DATA SHOWN
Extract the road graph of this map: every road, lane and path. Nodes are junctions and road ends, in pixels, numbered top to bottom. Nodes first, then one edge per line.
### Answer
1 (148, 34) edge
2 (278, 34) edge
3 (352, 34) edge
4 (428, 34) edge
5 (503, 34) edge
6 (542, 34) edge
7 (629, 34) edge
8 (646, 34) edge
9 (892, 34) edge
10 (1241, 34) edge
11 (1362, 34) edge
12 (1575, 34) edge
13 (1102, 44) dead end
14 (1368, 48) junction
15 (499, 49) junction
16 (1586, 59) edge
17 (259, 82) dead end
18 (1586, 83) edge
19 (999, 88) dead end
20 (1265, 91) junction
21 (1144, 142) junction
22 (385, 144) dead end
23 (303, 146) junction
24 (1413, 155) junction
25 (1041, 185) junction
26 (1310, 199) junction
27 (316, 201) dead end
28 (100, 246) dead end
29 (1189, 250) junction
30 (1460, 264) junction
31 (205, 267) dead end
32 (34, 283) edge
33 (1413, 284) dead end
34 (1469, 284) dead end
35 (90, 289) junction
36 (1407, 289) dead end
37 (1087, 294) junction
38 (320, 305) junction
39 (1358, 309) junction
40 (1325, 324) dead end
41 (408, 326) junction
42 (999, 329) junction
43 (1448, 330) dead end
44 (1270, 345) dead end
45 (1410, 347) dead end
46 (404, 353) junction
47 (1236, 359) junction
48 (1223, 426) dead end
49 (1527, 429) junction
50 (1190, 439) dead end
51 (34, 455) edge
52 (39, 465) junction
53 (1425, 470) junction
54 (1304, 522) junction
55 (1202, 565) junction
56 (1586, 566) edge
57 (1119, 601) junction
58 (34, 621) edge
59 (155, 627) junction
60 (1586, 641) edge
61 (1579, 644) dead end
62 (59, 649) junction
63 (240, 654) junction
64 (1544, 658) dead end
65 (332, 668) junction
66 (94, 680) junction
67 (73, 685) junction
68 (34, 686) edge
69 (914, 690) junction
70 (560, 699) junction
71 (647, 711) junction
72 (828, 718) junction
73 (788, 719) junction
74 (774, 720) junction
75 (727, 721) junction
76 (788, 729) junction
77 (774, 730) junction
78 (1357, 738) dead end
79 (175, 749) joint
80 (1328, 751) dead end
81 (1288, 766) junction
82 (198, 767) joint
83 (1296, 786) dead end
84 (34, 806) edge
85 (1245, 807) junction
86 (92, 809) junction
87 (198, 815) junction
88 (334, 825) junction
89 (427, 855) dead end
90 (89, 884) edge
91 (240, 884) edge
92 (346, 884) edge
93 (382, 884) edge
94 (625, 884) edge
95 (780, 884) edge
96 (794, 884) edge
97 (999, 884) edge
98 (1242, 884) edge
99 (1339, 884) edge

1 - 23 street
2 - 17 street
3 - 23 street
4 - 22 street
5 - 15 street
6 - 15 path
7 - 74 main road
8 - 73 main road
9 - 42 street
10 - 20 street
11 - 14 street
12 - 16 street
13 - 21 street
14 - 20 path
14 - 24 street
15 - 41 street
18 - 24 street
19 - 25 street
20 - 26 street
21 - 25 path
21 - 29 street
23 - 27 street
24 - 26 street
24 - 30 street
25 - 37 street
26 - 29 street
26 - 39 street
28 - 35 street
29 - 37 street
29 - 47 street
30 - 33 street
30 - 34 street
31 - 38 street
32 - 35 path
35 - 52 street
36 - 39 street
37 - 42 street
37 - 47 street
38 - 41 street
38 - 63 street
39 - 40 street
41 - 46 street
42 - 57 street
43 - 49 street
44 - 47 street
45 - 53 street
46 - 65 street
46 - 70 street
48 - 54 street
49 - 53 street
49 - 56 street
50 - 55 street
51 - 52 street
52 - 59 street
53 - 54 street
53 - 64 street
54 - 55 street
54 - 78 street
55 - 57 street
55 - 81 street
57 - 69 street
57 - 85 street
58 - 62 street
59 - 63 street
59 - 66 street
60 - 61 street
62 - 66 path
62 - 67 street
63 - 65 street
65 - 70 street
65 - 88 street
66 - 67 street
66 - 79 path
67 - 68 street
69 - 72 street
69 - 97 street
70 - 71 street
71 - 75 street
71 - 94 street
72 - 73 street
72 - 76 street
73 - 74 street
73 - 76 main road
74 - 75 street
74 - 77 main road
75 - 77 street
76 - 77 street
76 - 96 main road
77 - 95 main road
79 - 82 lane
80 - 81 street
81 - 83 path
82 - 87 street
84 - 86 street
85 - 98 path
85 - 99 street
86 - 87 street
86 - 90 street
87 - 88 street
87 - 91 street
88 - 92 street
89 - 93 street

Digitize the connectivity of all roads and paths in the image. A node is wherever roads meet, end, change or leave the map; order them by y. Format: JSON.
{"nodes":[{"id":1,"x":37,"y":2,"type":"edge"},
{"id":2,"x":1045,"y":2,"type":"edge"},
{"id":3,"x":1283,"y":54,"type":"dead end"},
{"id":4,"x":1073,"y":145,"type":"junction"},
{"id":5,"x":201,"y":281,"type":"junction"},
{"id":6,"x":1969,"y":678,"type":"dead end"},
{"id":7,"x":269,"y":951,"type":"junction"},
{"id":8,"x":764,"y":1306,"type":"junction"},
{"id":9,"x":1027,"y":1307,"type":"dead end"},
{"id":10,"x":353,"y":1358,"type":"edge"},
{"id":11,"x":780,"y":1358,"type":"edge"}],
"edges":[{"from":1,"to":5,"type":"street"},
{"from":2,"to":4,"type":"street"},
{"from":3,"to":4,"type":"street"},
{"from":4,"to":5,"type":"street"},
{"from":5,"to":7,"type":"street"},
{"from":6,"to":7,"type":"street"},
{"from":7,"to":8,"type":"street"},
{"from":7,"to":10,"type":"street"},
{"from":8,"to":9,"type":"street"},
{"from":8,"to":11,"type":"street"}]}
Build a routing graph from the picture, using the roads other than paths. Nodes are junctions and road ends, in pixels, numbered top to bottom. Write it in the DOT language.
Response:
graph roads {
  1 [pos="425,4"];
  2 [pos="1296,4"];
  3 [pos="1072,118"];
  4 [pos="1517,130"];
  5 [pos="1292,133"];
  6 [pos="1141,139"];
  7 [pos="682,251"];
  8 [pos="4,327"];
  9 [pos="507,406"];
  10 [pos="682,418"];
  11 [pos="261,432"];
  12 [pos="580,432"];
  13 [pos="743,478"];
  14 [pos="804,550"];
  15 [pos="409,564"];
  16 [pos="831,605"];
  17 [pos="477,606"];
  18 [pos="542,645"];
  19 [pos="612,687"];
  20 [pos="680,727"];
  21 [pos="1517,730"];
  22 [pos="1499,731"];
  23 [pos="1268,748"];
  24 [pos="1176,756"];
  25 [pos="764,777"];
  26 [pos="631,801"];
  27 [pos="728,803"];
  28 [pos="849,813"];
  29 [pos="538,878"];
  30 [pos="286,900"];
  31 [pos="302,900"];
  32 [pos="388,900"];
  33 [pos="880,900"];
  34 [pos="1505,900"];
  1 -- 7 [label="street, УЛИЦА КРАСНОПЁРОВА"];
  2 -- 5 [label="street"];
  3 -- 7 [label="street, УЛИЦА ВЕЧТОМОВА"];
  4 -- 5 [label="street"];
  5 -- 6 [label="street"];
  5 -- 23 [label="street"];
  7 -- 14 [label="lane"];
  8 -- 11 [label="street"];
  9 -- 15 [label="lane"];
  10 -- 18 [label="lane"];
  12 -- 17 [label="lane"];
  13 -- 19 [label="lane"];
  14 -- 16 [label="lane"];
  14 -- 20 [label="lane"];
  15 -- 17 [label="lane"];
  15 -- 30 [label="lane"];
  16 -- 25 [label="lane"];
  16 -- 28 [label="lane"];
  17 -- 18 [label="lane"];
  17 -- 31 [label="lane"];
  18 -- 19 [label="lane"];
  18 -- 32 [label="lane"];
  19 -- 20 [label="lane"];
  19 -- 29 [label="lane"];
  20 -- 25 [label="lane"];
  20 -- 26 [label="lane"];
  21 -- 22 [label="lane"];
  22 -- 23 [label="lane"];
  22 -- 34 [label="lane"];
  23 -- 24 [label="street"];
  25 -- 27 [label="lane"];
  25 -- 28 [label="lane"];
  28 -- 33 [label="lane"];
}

EXERCISE
State how many lines of the material above contain the word "pixels". Say nothing else.

ANSWER TO THIS EXERCISE
2